[Dataset entries]
--- START ---

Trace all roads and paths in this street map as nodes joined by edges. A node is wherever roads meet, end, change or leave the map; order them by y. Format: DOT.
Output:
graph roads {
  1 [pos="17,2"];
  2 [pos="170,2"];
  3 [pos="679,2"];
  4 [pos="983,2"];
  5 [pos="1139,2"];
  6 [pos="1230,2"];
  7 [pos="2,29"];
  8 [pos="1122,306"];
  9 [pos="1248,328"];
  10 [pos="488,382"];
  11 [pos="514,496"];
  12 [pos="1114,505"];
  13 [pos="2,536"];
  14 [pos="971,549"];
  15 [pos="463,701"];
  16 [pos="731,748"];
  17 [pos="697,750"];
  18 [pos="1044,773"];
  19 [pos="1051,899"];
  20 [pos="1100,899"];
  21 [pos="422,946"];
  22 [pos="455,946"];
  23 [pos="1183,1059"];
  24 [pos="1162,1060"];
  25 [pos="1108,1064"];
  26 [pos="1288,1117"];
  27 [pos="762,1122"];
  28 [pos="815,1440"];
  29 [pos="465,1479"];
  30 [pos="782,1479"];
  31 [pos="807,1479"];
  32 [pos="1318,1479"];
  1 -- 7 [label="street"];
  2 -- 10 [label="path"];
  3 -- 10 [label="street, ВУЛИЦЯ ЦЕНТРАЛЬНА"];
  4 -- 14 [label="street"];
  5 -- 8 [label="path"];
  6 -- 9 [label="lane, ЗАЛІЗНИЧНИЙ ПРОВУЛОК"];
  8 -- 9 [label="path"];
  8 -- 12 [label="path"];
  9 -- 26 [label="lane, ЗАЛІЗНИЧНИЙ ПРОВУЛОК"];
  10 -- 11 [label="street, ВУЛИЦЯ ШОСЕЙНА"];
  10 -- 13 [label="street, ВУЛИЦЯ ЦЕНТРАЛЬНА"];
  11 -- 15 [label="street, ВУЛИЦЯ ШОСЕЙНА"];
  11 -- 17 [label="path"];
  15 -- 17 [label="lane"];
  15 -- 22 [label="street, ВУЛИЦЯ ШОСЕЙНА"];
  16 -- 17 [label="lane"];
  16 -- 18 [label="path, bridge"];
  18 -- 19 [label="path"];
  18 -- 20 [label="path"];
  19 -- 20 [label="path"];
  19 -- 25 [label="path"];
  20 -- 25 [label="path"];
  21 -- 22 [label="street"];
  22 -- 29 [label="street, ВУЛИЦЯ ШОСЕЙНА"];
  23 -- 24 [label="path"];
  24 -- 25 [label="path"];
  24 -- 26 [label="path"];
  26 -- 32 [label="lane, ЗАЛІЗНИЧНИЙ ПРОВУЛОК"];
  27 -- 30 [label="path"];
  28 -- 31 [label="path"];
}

--- END ---

— Assignment —
Repeat every record, keeping each line exactly as it is.

— Solution to this task —
Trace all roads and paths in this street map as nodes joined by edges. A node is wherever roads meet, end, change or leave the map; order them by y. Format: DOT.
Output:
graph roads {
  1 [pos="17,2"];
  2 [pos="170,2"];
  3 [pos="679,2"];
  4 [pos="983,2"];
  5 [pos="1139,2"];
  6 [pos="1230,2"];
  7 [pos="2,29"];
  8 [pos="1122,306"];
  9 [pos="1248,328"];
  10 [pos="488,382"];
  11 [pos="514,496"];
  12 [pos="1114,505"];
  13 [pos="2,536"];
  14 [pos="971,549"];
  15 [pos="463,701"];
  16 [pos="731,748"];
  17 [pos="697,750"];
  18 [pos="1044,773"];
  19 [pos="1051,899"];
  20 [pos="1100,899"];
  21 [pos="422,946"];
  22 [pos="455,946"];
  23 [pos="1183,1059"];
  24 [pos="1162,1060"];
  25 [pos="1108,1064"];
  26 [pos="1288,1117"];
  27 [pos="762,1122"];
  28 [pos="815,1440"];
  29 [pos="465,1479"];
  30 [pos="782,1479"];
  31 [pos="807,1479"];
  32 [pos="1318,1479"];
  1 -- 7 [label="street"];
  2 -- 10 [label="path"];
  3 -- 10 [label="street, ВУЛИЦЯ ЦЕНТРАЛЬНА"];
  4 -- 14 [label="street"];
  5 -- 8 [label="path"];
  6 -- 9 [label="lane, ЗАЛІЗНИЧНИЙ ПРОВУЛОК"];
  8 -- 9 [label="path"];
  8 -- 12 [label="path"];
  9 -- 26 [label="lane, ЗАЛІЗНИЧНИЙ ПРОВУЛОК"];
  10 -- 11 [label="street, ВУЛИЦЯ ШОСЕЙНА"];
  10 -- 13 [label="street, ВУЛИЦЯ ЦЕНТРАЛЬНА"];
  11 -- 15 [label="street, ВУЛИЦЯ ШОСЕЙНА"];
  11 -- 17 [label="path"];
  15 -- 17 [label="lane"];
  15 -- 22 [label="street, ВУЛИЦЯ ШОСЕЙНА"];
  16 -- 17 [label="lane"];
  16 -- 18 [label="path, bridge"];
  18 -- 19 [label="path"];
  18 -- 20 [label="path"];
  19 -- 20 [label="path"];
  19 -- 25 [label="path"];
  20 -- 25 [label="path"];
  21 -- 22 [label="street"];
  22 -- 29 [label="street, ВУЛИЦЯ ШОСЕЙНА"];
  23 -- 24 [label="path"];
  24 -- 25 [label="path"];
  24 -- 26 [label="path"];
  26 -- 32 [label="lane, ЗАЛІЗНИЧНИЙ ПРОВУЛОК"];
  27 -- 30 [label="path"];
  28 -- 31 [label="path"];
}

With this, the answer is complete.